Selon le patron d'ADP, l'envie de voyager à nouveau sera longue à redémarrer d'autant qu'à la crise sanitaire s'ajoute la question envionnementale.

Ce qu'aura produit ce Covid c'est deux choses: d'abord une encoche incroyable dans le trafic aérien. D'autre part, une prise conscience de faire la transition énergétique qui est apparue dans une corrélation temporelle, analyse le patron d'ADP. La crise du Covid a conduit le transport aérien à être doublement choqué et à conduire l'ensemble de la planète à des changements de comportements."

"Pas appel à "maman Etat"

Et pour faire face à ces chocs, le plus grand gestionnaire d'aéroports de la planète a du réduire ses coûts. Un plan d'économie avec la suppression de 700 postes qui crée des tensions au sein de l'entreprise mais que son patron assume.

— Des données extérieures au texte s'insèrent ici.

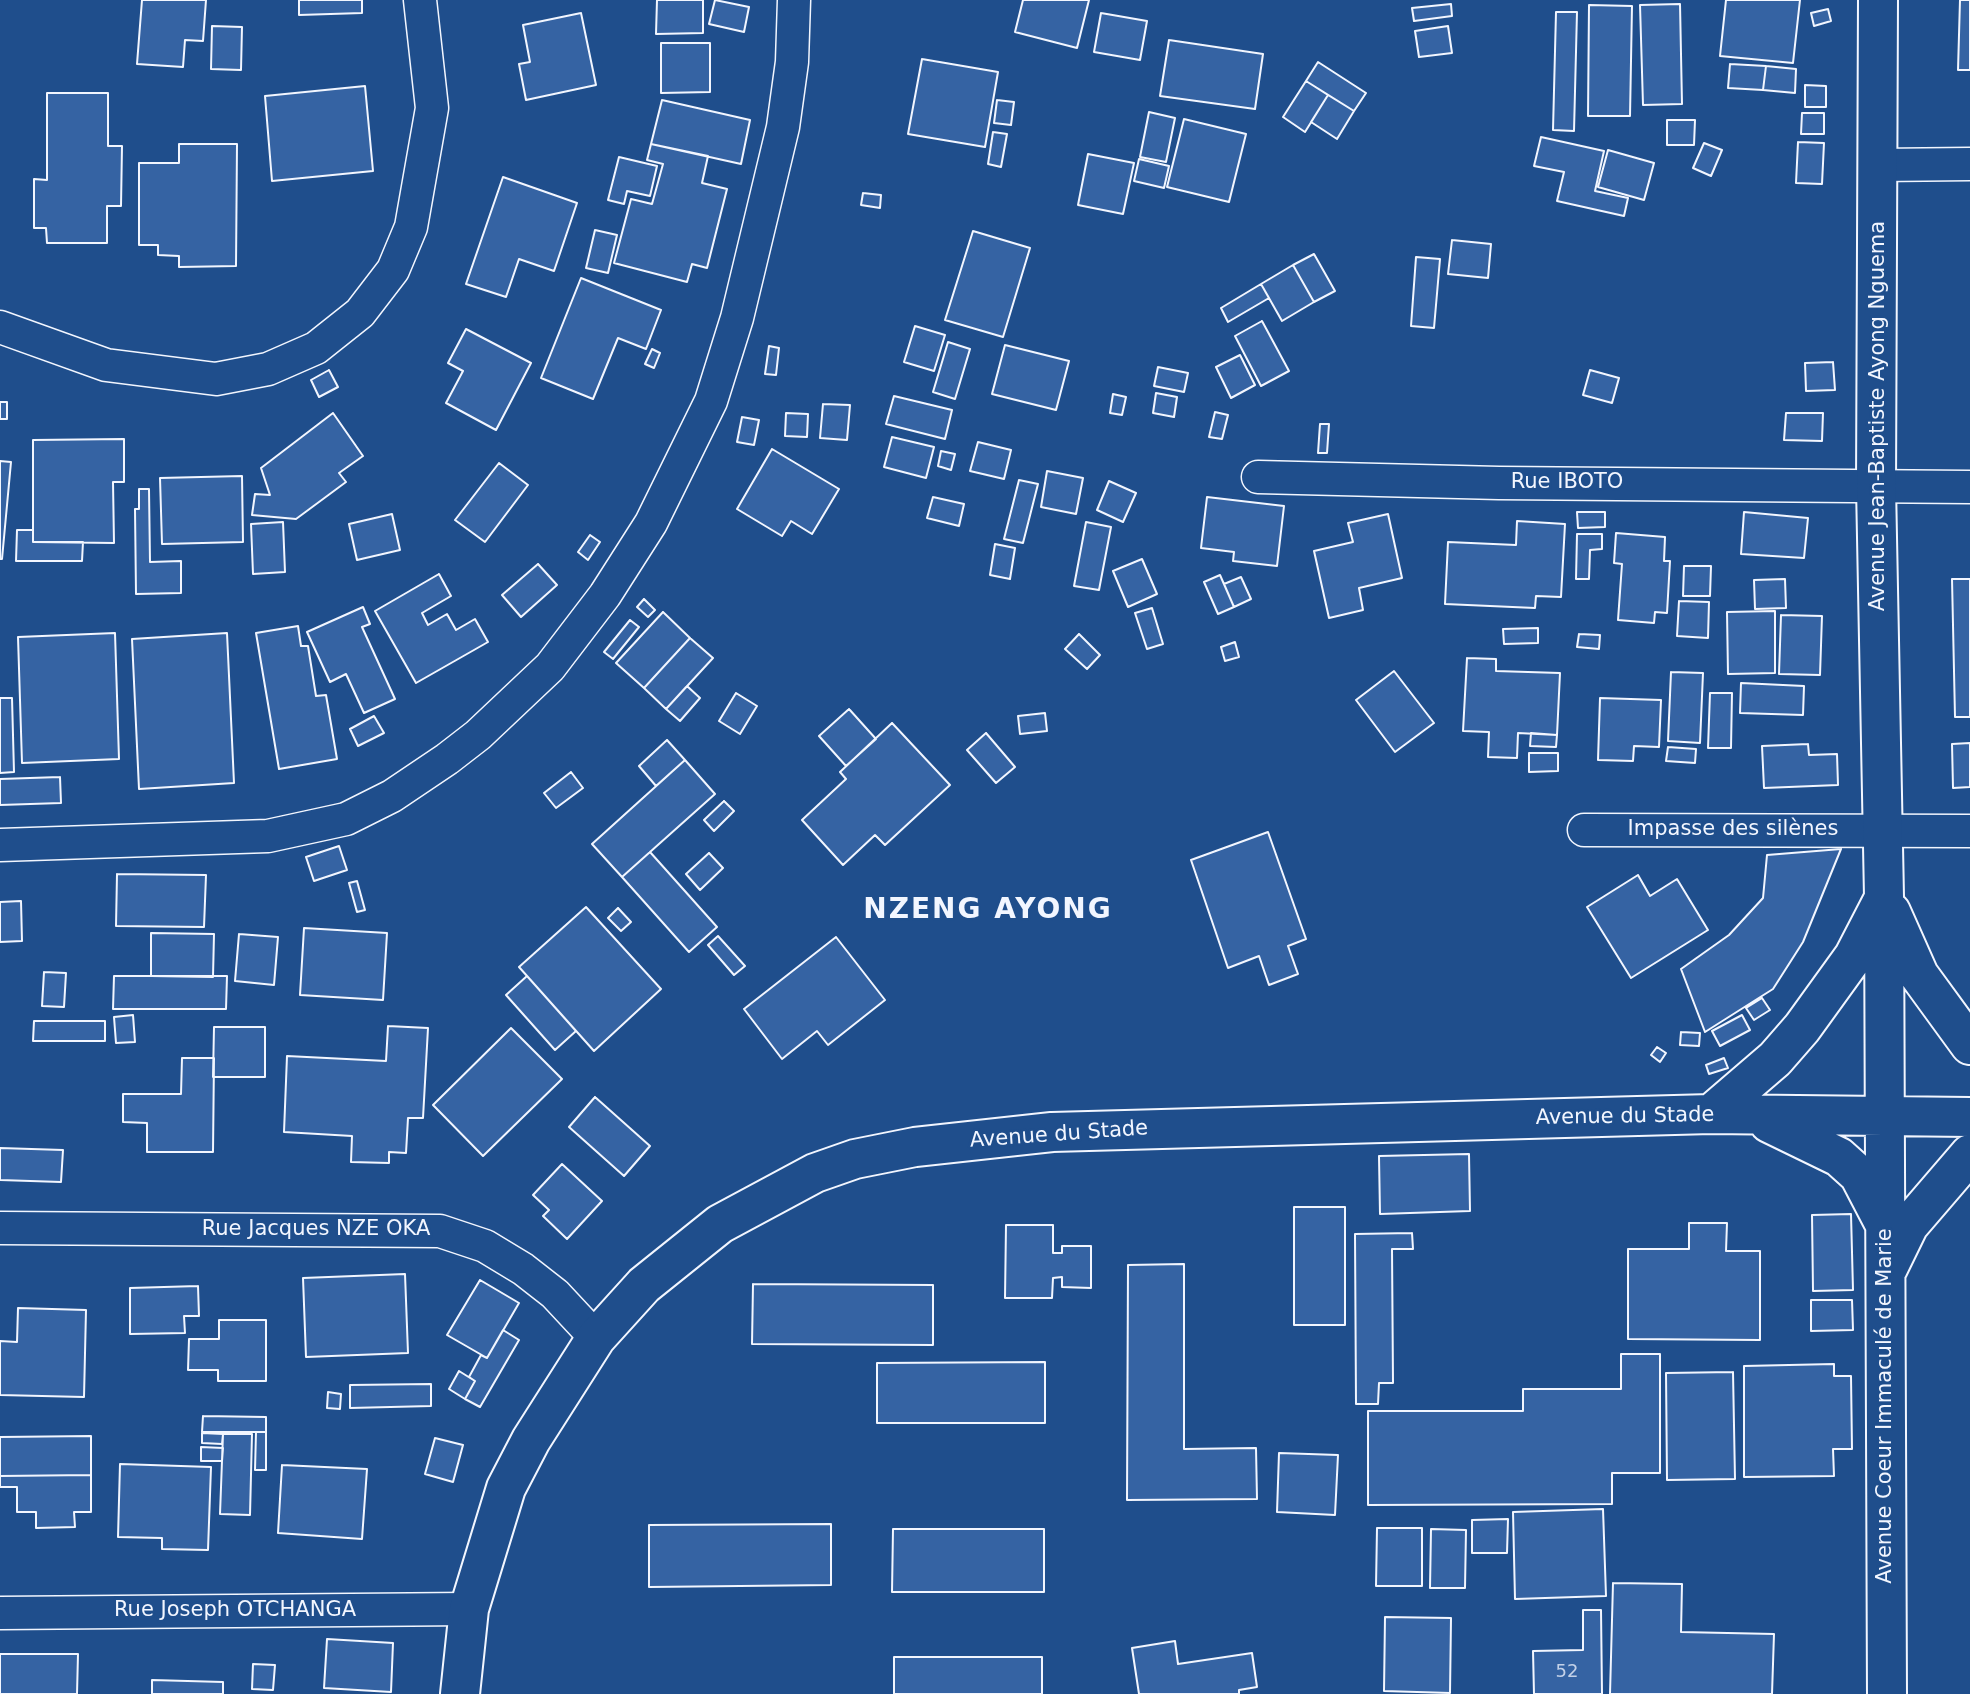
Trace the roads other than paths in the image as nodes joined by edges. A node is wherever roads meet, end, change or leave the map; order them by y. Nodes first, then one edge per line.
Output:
1 (420, 0) edge
2 (794, 0) edge
3 (1878, 0) edge
4 (1970, 164) edge
5 (1879, 165) junction
6 (0, 327) edge
7 (1258, 477) dead end
8 (1876, 486) junction
9 (1970, 487) edge
10 (1584, 830) dead end
11 (1883, 831) junction
12 (1970, 831) edge
13 (0, 845) edge
14 (1884, 897) junction
15 (1970, 1045) edge
16 (1711, 1114) junction
17 (1751, 1116) junction
18 (1970, 1117) edge
19 (1885, 1118) junction
20 (1970, 1154) edge
21 (1885, 1226) junction
22 (0, 1228) edge
23 (1885, 1277) junction
24 (596, 1338) junction
25 (469, 1609) junction
26 (0, 1613) edge
27 (460, 1694) edge
28 (1887, 1694) edge

1 - 6 street
2 - 13 street
3 - 5 main road, Avenue Jean-Baptiste Ayong Nguema
4 - 5 street
5 - 8 main road, Avenue Jean-Baptiste Ayong Nguema
7 - 8 street, Rue IBOTO
8 - 9 street, Rue IBOTO
8 - 11 main road, Avenue Jean-Baptiste Ayong Nguema
10 - 11 street, Impasse des silènes
11 - 12 street, Impasse des silènes
11 - 14 main road
14 - 15 main road
14 - 16 main road
14 - 19 main road
16 - 17 main road, Avenue du Stade
16 - 24 main road, Avenue du Stade
17 - 19 main road, Avenue du Stade
17 - 21 main road
18 - 19 main road, Avenue du Stade
19 - 21 main road, Avenue Coeur Immaculé de Marie
20 - 23 main road
21 - 23 main road, Avenue Coeur Immaculé de Marie
22 - 24 street, Rue Jacques NZE OKA
23 - 28 main road, Avenue Coeur Immaculé de Marie
24 - 25 main road, Avenue du Stade
25 - 26 street, Rue Joseph OTCHANGA
25 - 27 main road, Avenue du Stade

Bien sûr qu'il y a une tension forte et pour une raison très simple: le fait qu'une entreprise publique ne fasse pas appel à "maman Etat" pour dire "venez me sauver, venez m'apporter de l'argent" mais se dise "je veux être maître de mon destin, je veux être fier de la façon dont j'économise l'argent public, explique Augustin de Romanet. Si nous avons pu faire toutes ces économies c'est grâce à une culture de responsabilité qui progresse par rapport à une culture traditionnelle d'entreprise dont l'Etat était actionnaire qui voyait comme une impossibilité absolue qu'une entreprise se prenne par la peau du cou".